9.1 Key Technical Takeaways
Preprocessing impact. The unified pipeline — KNN imputation, Box-Cox transformation, near-zero variance filtering, centering, and scaling — was essential to stabilize the highly skewed, incomplete sensor telemetry before modeling.
Model selection. We tested six models covering linear, kernel, and tree ensemble approaches. Random Forest outperformed all five competing frameworks on RMSE and \(R^2\), capturing 70.38% of pH variance with a cross-validated RMSE of 0.0958. XGBoost and LightGBM both finished within 0.0006 RMSE of RF, which confirms that tree ensemble methods as a family are the right fit for this manufacturing dataset. The convergence of three independent ensemble methods around the same performance ceiling validates the result.
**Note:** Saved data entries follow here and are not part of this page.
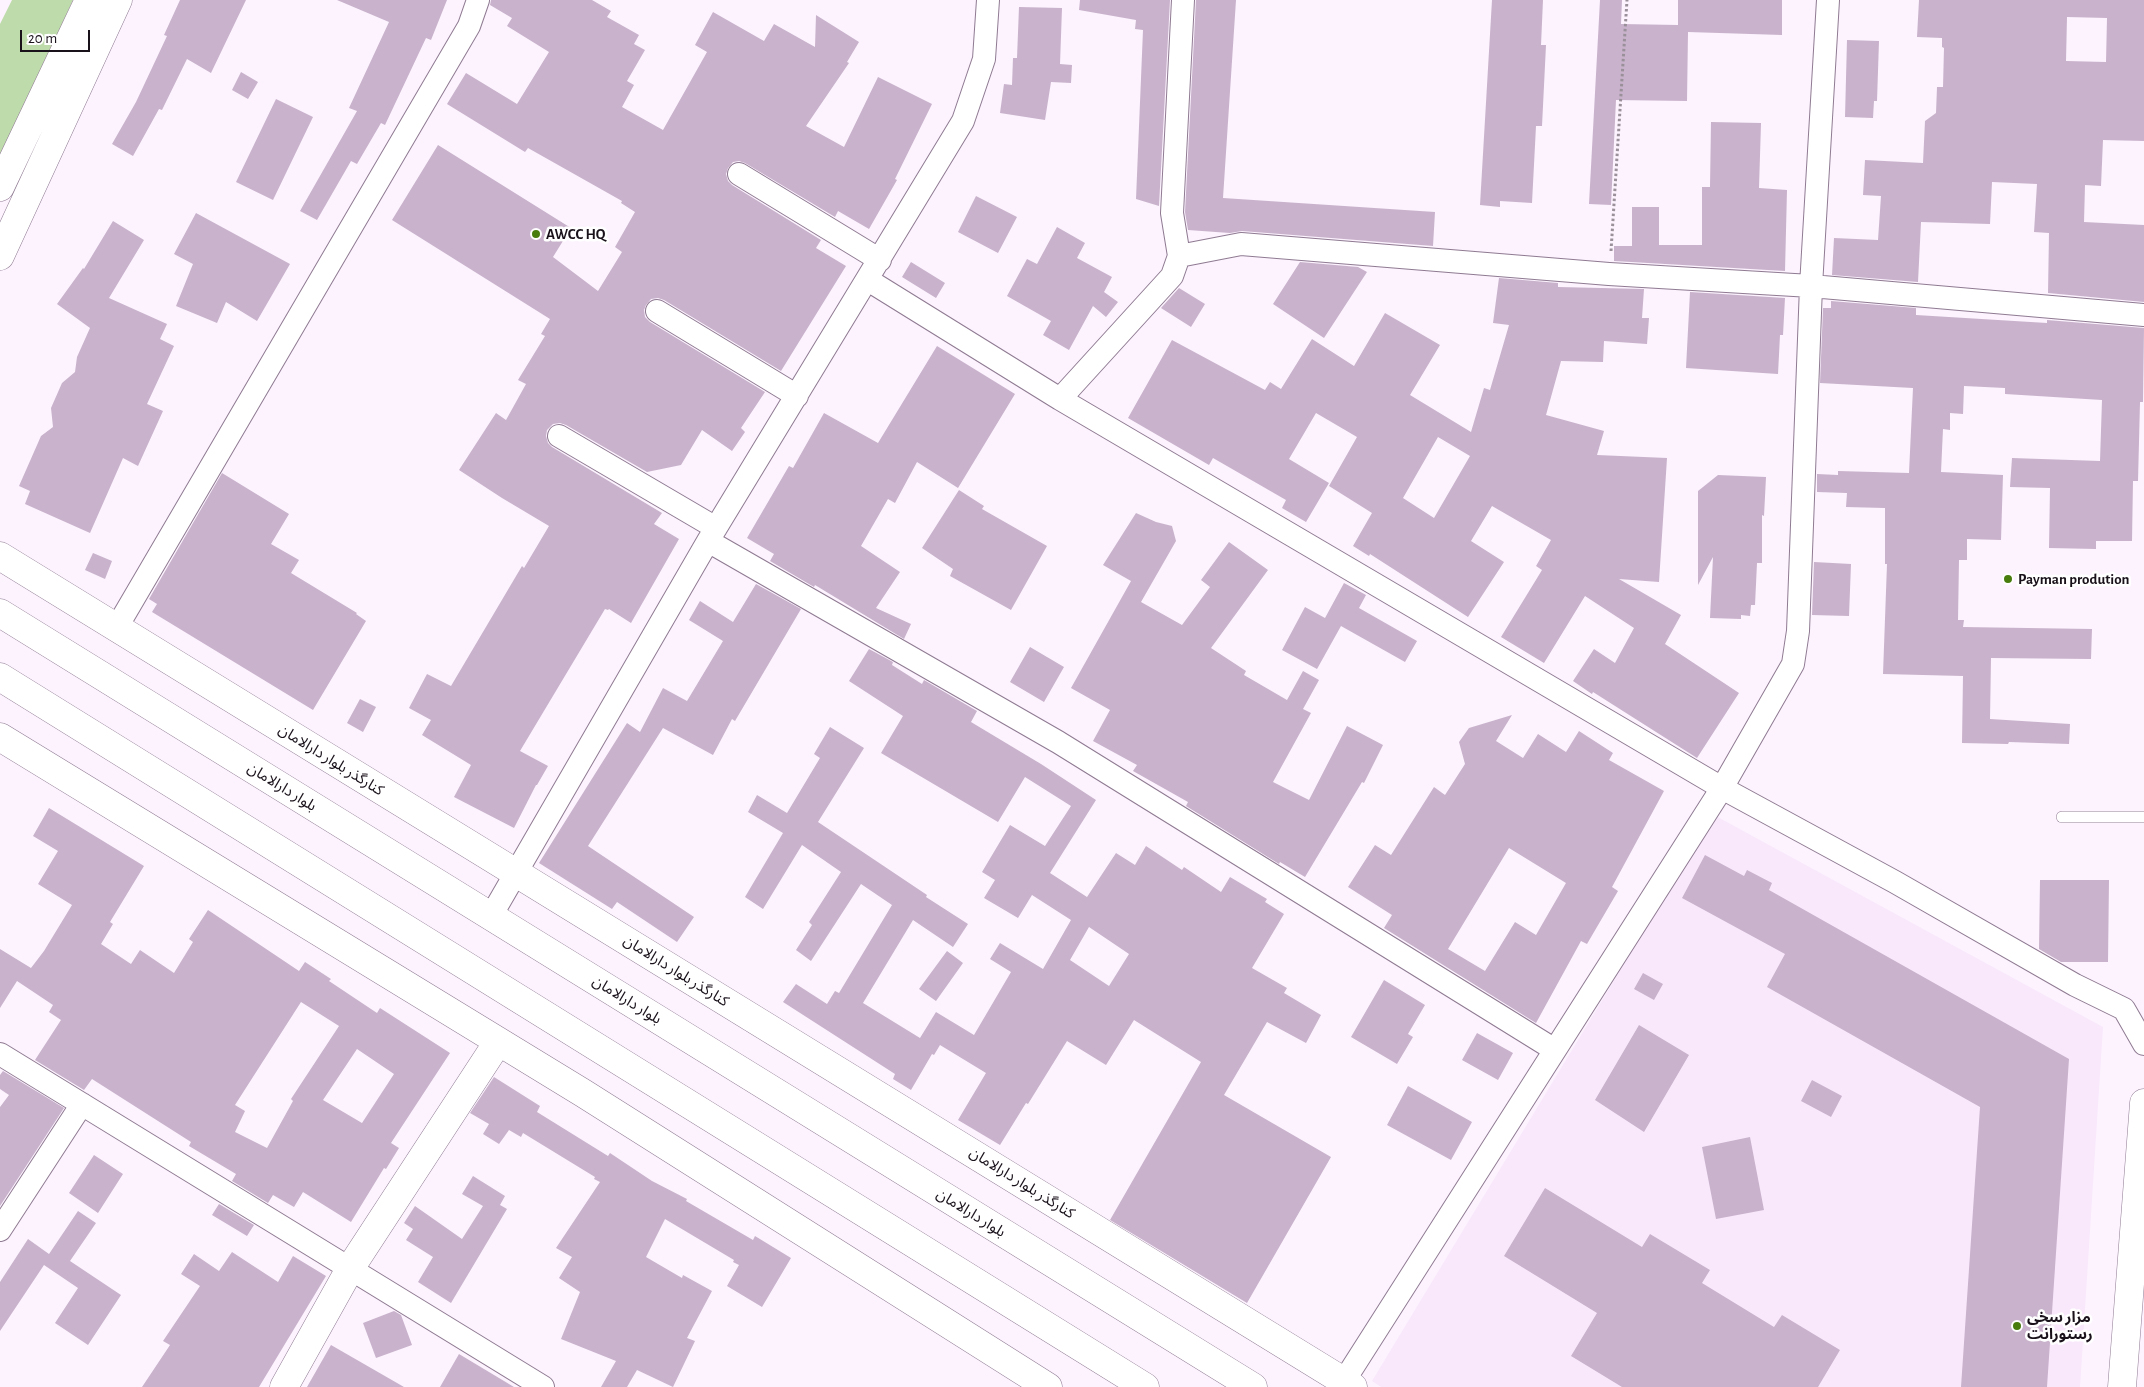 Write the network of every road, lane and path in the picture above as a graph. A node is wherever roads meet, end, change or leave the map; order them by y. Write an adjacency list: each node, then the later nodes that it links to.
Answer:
1 (89, 0): 9 (main road)
2 (118, 0): 10 (main road)
3 (478, 0): 24 (street)
4 (988, 0): 12 (street)
5 (1183, 0): 11 (street)
6 (1627, 0): 13 (path)
7 (1828, 0): 15 (street)
8 (739, 174): 12 (street)
9 (0, 187)
10 (0, 256)
11 (1179, 256): 13 (street); 19 (street)
12 (880, 260): 14 (street)
13 (1609, 274): 15 (street)
14 (868, 280): 18 (street); 19 (street)
15 (1811, 286): 17 (street); 27 (street)
16 (657, 311): 18 (street)
17 (2144, 315)
18 (797, 396): 21 (street)
19 (1060, 399): 27 (street)
20 (559, 436): 21 (street)
21 (712, 535): 30 (street); 34 (street)
22 (0, 556): 24 (main road, کنارگذر بلوار دارالامان)
23 (0, 613): 31 (main road, بلوار دارالامان)
24 (117, 627): 30 (main road, کنارگذر بلوار دارالامان)
25 (0, 677): 44 (main road)
26 (0, 737): 32 (main road)
27 (1722, 788): 33 (street); 34 (street)
28 (2062, 817): 29 (lane)
29 (2144, 817)
30 (516, 874): 31 (street); 40 (main road, کنارگذر بلوار دارالامان)
31 (492, 916): 45 (main road, بلوار دارالامان)
32 (498, 1042): 39 (main road); 43 (main road)
33 (2144, 1044)
34 (1555, 1050): 40 (street)
35 (0, 1054): 36 (street)
36 (82, 1104): 38 (street); 39 (street)
37 (2144, 1104): 46 (main road)
38 (0, 1230)
39 (351, 1267): 41 (main road); 42 (street)
40 (1348, 1384)
41 (284, 1387)
42 (542, 1387)
43 (1048, 1387)
44 (1145, 1387)
45 (1253, 1387)
46 (2122, 1387) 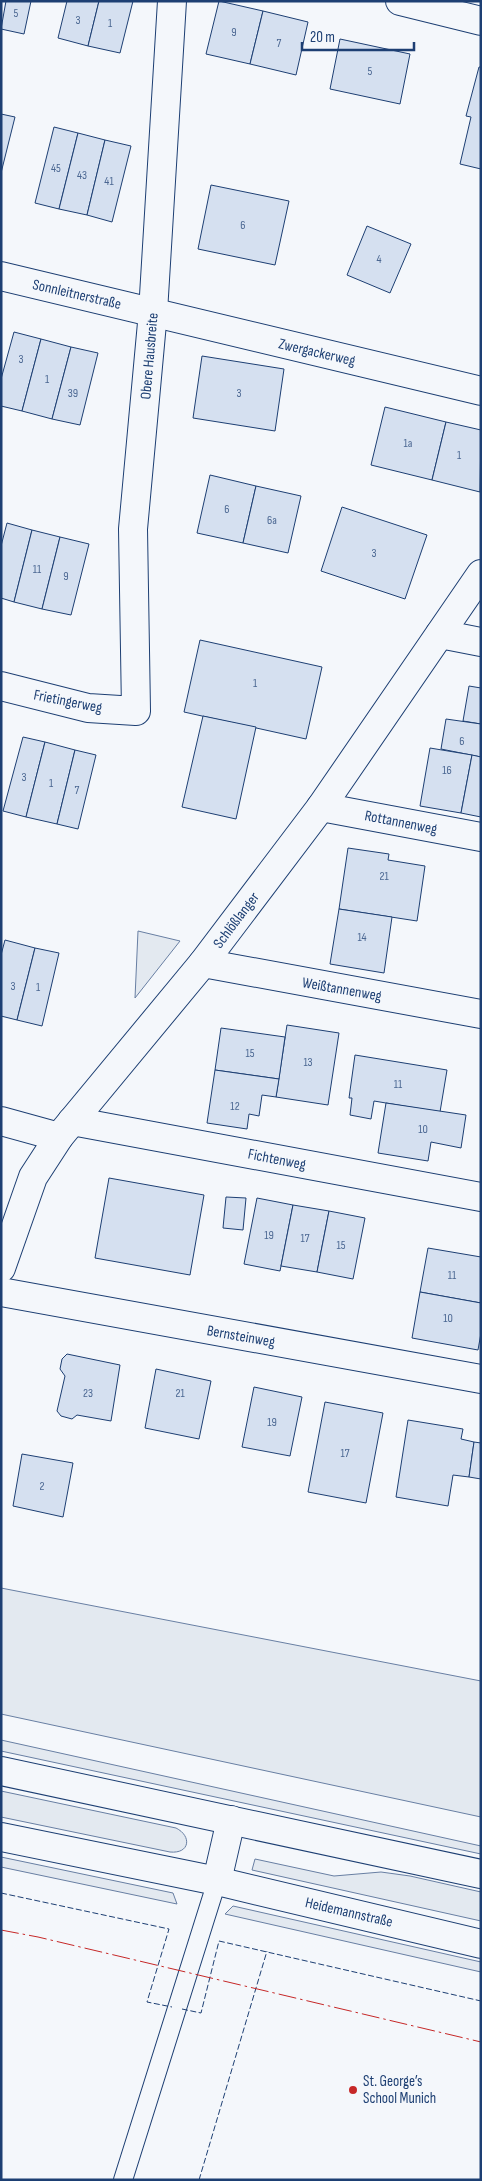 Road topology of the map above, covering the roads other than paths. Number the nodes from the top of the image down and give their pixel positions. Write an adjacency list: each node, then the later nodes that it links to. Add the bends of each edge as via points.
1 (172, 1): 5 (street, Obere Hausbreite)
2 (400, 1): 3 (street)
3 (481, 21)
4 (1, 276): 5 (street, Sonnleitnerstraße)
5 (153, 312): 6 (street, Zwergackerweg); 11 (street, Obere Hausbreite, via 133,529)
6 (481, 391)
7 (481, 574): 8 (street, Schlößlanger)
8 (440, 634): 9 (street); 12 (street, Schlößlanger)
9 (481, 642)
10 (1, 686): 11 (street, Frietingerweg, via 88,708)
11 (136, 711)
12 (321, 807): 13 (street, Rottannenweg); 14 (street, Schlößlanger)
13 (481, 837)
14 (203, 963): 15 (street, Weißtannenweg); 17 (street, Schlößlanger)
15 (481, 1014)
16 (1, 1121): 17 (street, Fichtenweg)
17 (66, 1129): 18 (street, Fichtenweg); 19 (street, Schlößlanger, via 33,1177)
18 (481, 1198)
19 (1, 1268)
20 (1, 1292): 21 (street, Bernsteinweg)
21 (481, 1379)
22 (1, 1771): 23 (street)
23 (231, 1820): 25 (street); 26 (street)
24 (1, 1836): 26 (street, Heidemannstraße)
25 (481, 1874)
26 (217, 1881): 27 (street, Heidemannstraße); 28 (lane)
27 (481, 1944)
28 (123, 2180)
Predictive factors. The variable importance analysis directly answers the regulatory requirement: it identifies which process parameters exert the greatest influence on pH. These predictors represent the highest-leverage control points for process engineers seeking to maintain product quality and regulatory compliance.
Pipeline integrity. Row-ID tracking and two-stage safety patching (median imputation + Inf clamping) guaranteed that all 267 evaluation rows received a valid pH prediction with zero data loss.